- _Problem statement_: Your answer should be the full set of entries, given again without alteration.

Dataset excerpts:
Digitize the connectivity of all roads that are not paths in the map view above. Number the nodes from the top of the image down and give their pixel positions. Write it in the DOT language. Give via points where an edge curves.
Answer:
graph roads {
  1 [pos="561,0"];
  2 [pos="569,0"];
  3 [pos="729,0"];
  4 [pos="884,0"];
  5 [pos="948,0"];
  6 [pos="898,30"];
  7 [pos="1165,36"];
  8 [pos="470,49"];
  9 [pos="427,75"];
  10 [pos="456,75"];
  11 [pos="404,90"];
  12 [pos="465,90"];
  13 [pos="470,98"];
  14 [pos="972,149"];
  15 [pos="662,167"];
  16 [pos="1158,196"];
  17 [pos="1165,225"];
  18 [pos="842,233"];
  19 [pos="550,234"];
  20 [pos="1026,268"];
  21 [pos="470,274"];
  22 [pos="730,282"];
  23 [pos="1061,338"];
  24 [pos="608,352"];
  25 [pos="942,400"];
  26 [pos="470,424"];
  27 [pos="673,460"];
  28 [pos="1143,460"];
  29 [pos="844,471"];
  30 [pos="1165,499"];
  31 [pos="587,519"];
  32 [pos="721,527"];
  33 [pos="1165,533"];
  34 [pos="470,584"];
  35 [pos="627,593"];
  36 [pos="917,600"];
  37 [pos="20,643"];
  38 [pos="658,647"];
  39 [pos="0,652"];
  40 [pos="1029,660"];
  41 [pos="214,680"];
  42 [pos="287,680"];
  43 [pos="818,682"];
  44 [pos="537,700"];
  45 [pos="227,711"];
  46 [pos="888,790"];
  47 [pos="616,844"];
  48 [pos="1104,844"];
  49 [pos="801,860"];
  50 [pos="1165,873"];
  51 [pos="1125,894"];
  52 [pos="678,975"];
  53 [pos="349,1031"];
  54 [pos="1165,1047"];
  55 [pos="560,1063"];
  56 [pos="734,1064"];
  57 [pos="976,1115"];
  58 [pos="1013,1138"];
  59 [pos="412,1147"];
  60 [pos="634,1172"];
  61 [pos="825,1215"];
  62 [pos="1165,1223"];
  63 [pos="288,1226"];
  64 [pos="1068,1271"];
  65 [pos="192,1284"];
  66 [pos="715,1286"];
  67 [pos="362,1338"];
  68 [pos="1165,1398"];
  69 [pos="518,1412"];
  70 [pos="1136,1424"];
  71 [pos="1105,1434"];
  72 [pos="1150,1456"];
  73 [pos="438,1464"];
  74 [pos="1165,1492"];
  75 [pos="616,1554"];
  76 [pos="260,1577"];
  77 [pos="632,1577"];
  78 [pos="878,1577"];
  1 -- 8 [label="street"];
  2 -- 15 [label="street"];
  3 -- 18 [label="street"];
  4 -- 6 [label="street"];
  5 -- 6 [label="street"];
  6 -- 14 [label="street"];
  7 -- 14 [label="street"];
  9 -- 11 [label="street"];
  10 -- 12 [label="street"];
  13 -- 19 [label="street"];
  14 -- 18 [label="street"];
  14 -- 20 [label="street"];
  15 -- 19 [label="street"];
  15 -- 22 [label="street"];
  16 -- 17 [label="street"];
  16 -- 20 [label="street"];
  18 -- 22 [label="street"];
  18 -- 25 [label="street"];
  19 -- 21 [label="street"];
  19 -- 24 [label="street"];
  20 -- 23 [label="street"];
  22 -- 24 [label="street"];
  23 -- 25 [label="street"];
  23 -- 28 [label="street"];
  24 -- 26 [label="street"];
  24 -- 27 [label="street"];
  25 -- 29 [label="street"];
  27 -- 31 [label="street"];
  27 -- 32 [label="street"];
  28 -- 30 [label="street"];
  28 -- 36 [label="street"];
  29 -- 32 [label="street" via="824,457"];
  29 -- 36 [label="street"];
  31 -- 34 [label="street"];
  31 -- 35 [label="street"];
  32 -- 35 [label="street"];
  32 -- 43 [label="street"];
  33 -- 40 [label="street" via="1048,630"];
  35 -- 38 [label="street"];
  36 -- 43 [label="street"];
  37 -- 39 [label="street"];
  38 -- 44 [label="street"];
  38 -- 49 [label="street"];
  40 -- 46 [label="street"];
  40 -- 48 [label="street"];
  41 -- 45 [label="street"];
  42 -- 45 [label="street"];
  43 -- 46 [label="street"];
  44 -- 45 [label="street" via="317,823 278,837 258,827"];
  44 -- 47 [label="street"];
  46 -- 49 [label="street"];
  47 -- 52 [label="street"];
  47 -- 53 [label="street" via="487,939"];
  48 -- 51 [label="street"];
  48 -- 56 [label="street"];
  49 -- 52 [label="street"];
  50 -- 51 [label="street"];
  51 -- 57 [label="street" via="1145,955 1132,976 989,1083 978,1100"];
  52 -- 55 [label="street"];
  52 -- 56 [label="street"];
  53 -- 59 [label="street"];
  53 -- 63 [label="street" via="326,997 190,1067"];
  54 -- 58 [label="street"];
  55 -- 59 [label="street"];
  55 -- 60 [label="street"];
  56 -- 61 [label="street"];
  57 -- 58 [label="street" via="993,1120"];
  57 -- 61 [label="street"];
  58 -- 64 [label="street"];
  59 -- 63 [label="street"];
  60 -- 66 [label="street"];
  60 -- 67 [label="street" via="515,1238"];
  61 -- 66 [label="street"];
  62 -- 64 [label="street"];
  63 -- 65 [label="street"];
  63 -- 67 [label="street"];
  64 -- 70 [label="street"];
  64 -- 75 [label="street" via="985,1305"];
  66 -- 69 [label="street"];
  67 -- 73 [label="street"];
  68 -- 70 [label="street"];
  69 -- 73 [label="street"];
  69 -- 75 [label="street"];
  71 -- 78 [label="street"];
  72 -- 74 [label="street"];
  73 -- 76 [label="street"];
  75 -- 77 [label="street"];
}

- _Task response_:
Digitize the connectivity of all roads that are not paths in the map view above. Number the nodes from the top of the image down and give their pixel positions. Write it in the DOT language. Give via points where an edge curves.
Answer:
graph roads {
  1 [pos="561,0"];
  2 [pos="569,0"];
  3 [pos="729,0"];
  4 [pos="884,0"];
  5 [pos="948,0"];
  6 [pos="898,30"];
  7 [pos="1165,36"];
  8 [pos="470,49"];
  9 [pos="427,75"];
  10 [pos="456,75"];
  11 [pos="404,90"];
  12 [pos="465,90"];
  13 [pos="470,98"];
  14 [pos="972,149"];
  15 [pos="662,167"];
  16 [pos="1158,196"];
  17 [pos="1165,225"];
  18 [pos="842,233"];
  19 [pos="550,234"];
  20 [pos="1026,268"];
  21 [pos="470,274"];
  22 [pos="730,282"];
  23 [pos="1061,338"];
  24 [pos="608,352"];
  25 [pos="942,400"];
  26 [pos="470,424"];
  27 [pos="673,460"];
  28 [pos="1143,460"];
  29 [pos="844,471"];
  30 [pos="1165,499"];
  31 [pos="587,519"];
  32 [pos="721,527"];
  33 [pos="1165,533"];
  34 [pos="470,584"];
  35 [pos="627,593"];
  36 [pos="917,600"];
  37 [pos="20,643"];
  38 [pos="658,647"];
  39 [pos="0,652"];
  40 [pos="1029,660"];
  41 [pos="214,680"];
  42 [pos="287,680"];
  43 [pos="818,682"];
  44 [pos="537,700"];
  45 [pos="227,711"];
  46 [pos="888,790"];
  47 [pos="616,844"];
  48 [pos="1104,844"];
  49 [pos="801,860"];
  50 [pos="1165,873"];
  51 [pos="1125,894"];
  52 [pos="678,975"];
  53 [pos="349,1031"];
  54 [pos="1165,1047"];
  55 [pos="560,1063"];
  56 [pos="734,1064"];
  57 [pos="976,1115"];
  58 [pos="1013,1138"];
  59 [pos="412,1147"];
  60 [pos="634,1172"];
  61 [pos="825,1215"];
  62 [pos="1165,1223"];
  63 [pos="288,1226"];
  64 [pos="1068,1271"];
  65 [pos="192,1284"];
  66 [pos="715,1286"];
  67 [pos="362,1338"];
  68 [pos="1165,1398"];
  69 [pos="518,1412"];
  70 [pos="1136,1424"];
  71 [pos="1105,1434"];
  72 [pos="1150,1456"];
  73 [pos="438,1464"];
  74 [pos="1165,1492"];
  75 [pos="616,1554"];
  76 [pos="260,1577"];
  77 [pos="632,1577"];
  78 [pos="878,1577"];
  1 -- 8 [label="street"];
  2 -- 15 [label="street"];
  3 -- 18 [label="street"];
  4 -- 6 [label="street"];
  5 -- 6 [label="street"];
  6 -- 14 [label="street"];
  7 -- 14 [label="street"];
  9 -- 11 [label="street"];
  10 -- 12 [label="street"];
  13 -- 19 [label="street"];
  14 -- 18 [label="street"];
  14 -- 20 [label="street"];
  15 -- 19 [label="street"];
  15 -- 22 [label="street"];
  16 -- 17 [label="street"];
  16 -- 20 [label="street"];
  18 -- 22 [label="street"];
  18 -- 25 [label="street"];
  19 -- 21 [label="street"];
  19 -- 24 [label="street"];
  20 -- 23 [label="street"];
  22 -- 24 [label="street"];
  23 -- 25 [label="street"];
  23 -- 28 [label="street"];
  24 -- 26 [label="street"];
  24 -- 27 [label="street"];
  25 -- 29 [label="street"];
  27 -- 31 [label="street"];
  27 -- 32 [label="street"];
  28 -- 30 [label="street"];
  28 -- 36 [label="street"];
  29 -- 32 [label="street" via="824,457"];
  29 -- 36 [label="street"];
  31 -- 34 [label="street"];
  31 -- 35 [label="street"];
  32 -- 35 [label="street"];
  32 -- 43 [label="street"];
  33 -- 40 [label="street" via="1048,630"];
  35 -- 38 [label="street"];
  36 -- 43 [label="street"];
  37 -- 39 [label="street"];
  38 -- 44 [label="street"];
  38 -- 49 [label="street"];
  40 -- 46 [label="street"];
  40 -- 48 [label="street"];
  41 -- 45 [label="street"];
  42 -- 45 [label="street"];
  43 -- 46 [label="street"];
  44 -- 45 [label="street" via="317,823 278,837 258,827"];
  44 -- 47 [label="street"];
  46 -- 49 [label="street"];
  47 -- 52 [label="street"];
  47 -- 53 [label="street" via="487,939"];
  48 -- 51 [label="street"];
  48 -- 56 [label="street"];
  49 -- 52 [label="street"];
  50 -- 51 [label="street"];
  51 -- 57 [label="street" via="1145,955 1132,976 989,1083 978,1100"];
  52 -- 55 [label="street"];
  52 -- 56 [label="street"];
  53 -- 59 [label="street"];
  53 -- 63 [label="street" via="326,997 190,1067"];
  54 -- 58 [label="street"];
  55 -- 59 [label="street"];
  55 -- 60 [label="street"];
  56 -- 61 [label="street"];
  57 -- 58 [label="street" via="993,1120"];
  57 -- 61 [label="street"];
  58 -- 64 [label="street"];
  59 -- 63 [label="street"];
  60 -- 66 [label="street"];
  60 -- 67 [label="street" via="515,1238"];
  61 -- 66 [label="street"];
  62 -- 64 [label="street"];
  63 -- 65 [label="street"];
  63 -- 67 [label="street"];
  64 -- 70 [label="street"];
  64 -- 75 [label="street" via="985,1305"];
  66 -- 69 [label="street"];
  67 -- 73 [label="street"];
  68 -- 70 [label="street"];
  69 -- 73 [label="street"];
  69 -- 75 [label="street"];
  71 -- 78 [label="street"];
  72 -- 74 [label="street"];
  73 -- 76 [label="street"];
  75 -- 77 [label="street"];
}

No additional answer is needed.